> [Action item]:
The records follow. Filter them to the lines that hold "street".
─── Records to use ───
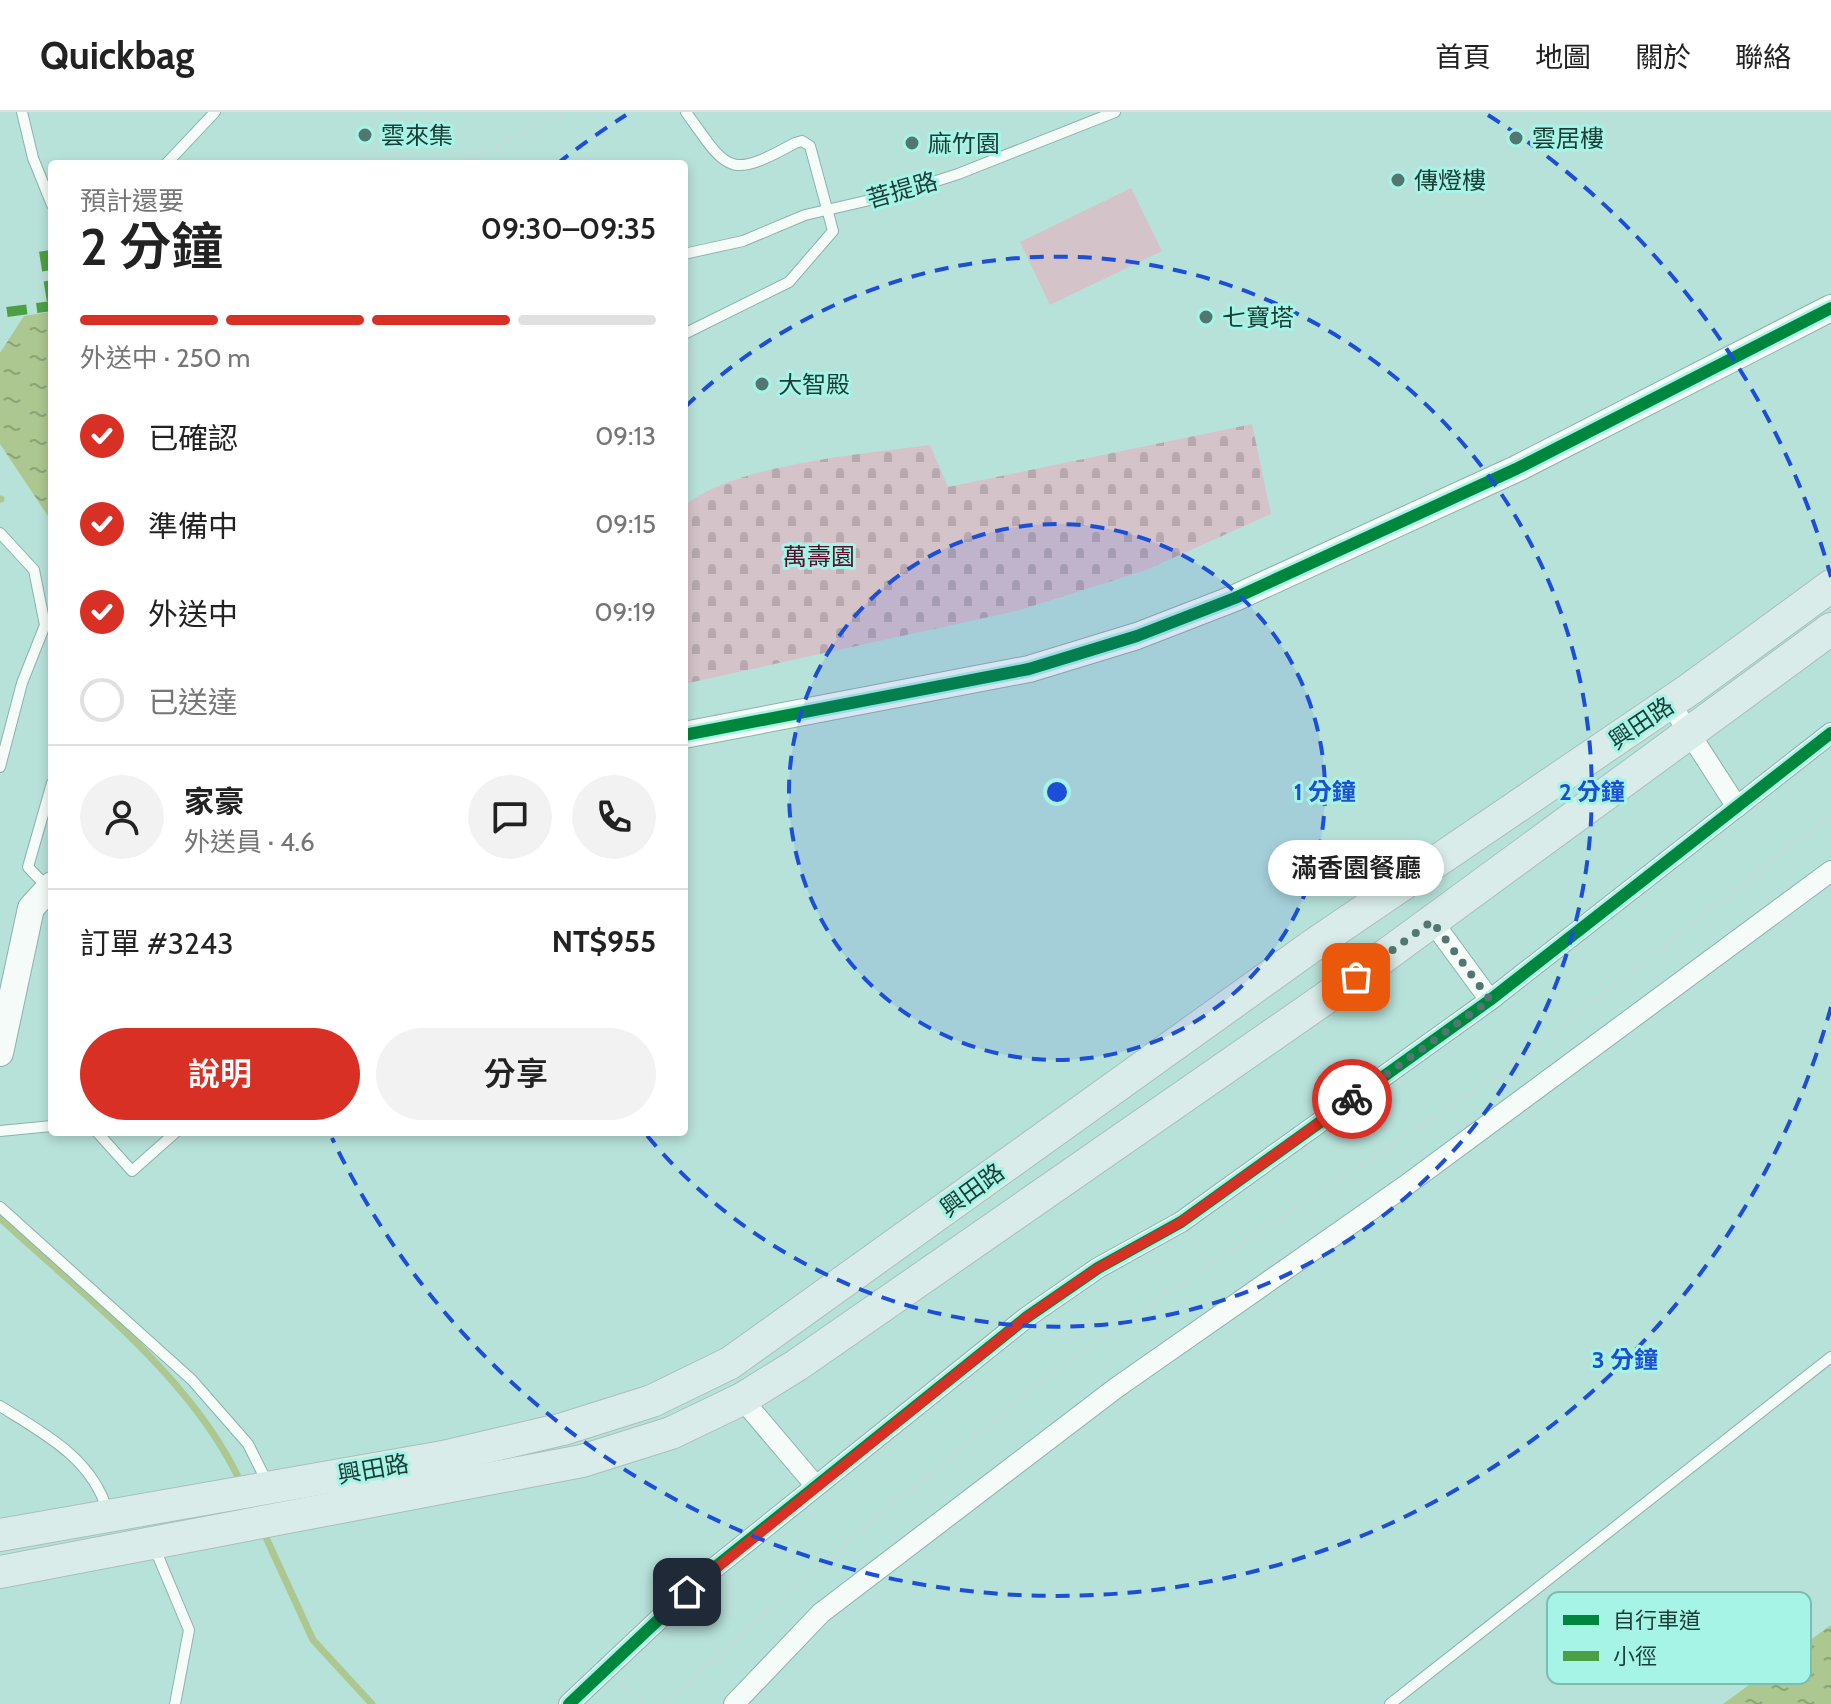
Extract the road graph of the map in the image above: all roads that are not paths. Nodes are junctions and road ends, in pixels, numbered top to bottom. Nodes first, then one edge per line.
1 (22, 112) edge
2 (215, 112) edge
3 (686, 112) edge
4 (1115, 112) edge
5 (170, 160) edge
6 (48, 195) edge
7 (826, 210) junction
8 (688, 253) edge
9 (1831, 308) edge
10 (688, 332) edge
11 (0, 533) edge
12 (1831, 586) edge
13 (1831, 629) edge
14 (1670, 703) junction
15 (1689, 732) junction
16 (1831, 733) edge
17 (688, 734) edge
18 (0, 767) edge
19 (48, 797) edge
20 (1737, 807) junction
21 (1444, 857) junction
22 (1831, 871) edge
23 (48, 885) edge
24 (48, 889) edge
25 (1472, 891) junction
26 (1432, 921) junction
27 (1490, 1000) junction
28 (0, 1053) edge
29 (1156, 1058) junction
30 (1185, 1096) junction
31 (48, 1126) edge
32 (0, 1131) edge
33 (101, 1136) edge
34 (171, 1136) edge
35 (0, 1207) edge
36 (1831, 1357) edge
37 (742, 1399) junction
38 (0, 1406) edge
39 (815, 1485) junction
40 (270, 1487) junction
41 (109, 1516) junction
42 (0, 1535) edge
43 (153, 1543) junction
44 (0, 1572) edge
45 (175, 1704) edge
46 (569, 1704) edge
47 (734, 1704) edge
48 (1390, 1704) edge

1 - 6 lane
2 - 5 lane
3 - 7 lane
4 - 7 lane, 菩提路
7 - 8 lane, 菩提路
7 - 10 lane
9 - 17 street
11 - 18 lane
12 - 14 main road, 興田路
13 - 15 main road, 興田路
14 - 15 street
14 - 21 main road, 興田路
15 - 20 street
15 - 25 main road, 興田路
16 - 20 street
19 - 23 lane
20 - 27 street
21 - 25 main road
21 - 29 main road, 興田路
22 - 47 street
24 - 28 street
25 - 26 main road, 興田路
26 - 27 street
26 - 30 main road, 興田路
27 - 39 street
29 - 30 main road
29 - 40 main road, 興田路
30 - 37 main road, 興田路
31 - 32 lane
33 - 34 lane
35 - 40 lane
36 - 48 lane
37 - 39 street
37 - 43 main road, 興田路
38 - 41 lane
39 - 46 street
40 - 41 main road, 興田路
41 - 42 main road, 興田路
43 - 44 main road, 興田路
43 - 45 lane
───
> [Response box]:
9 - 17 street
14 - 15 street
15 - 20 street
16 - 20 street
20 - 27 street
22 - 47 street
24 - 28 street
26 - 27 street
27 - 39 street
37 - 39 street
39 - 46 street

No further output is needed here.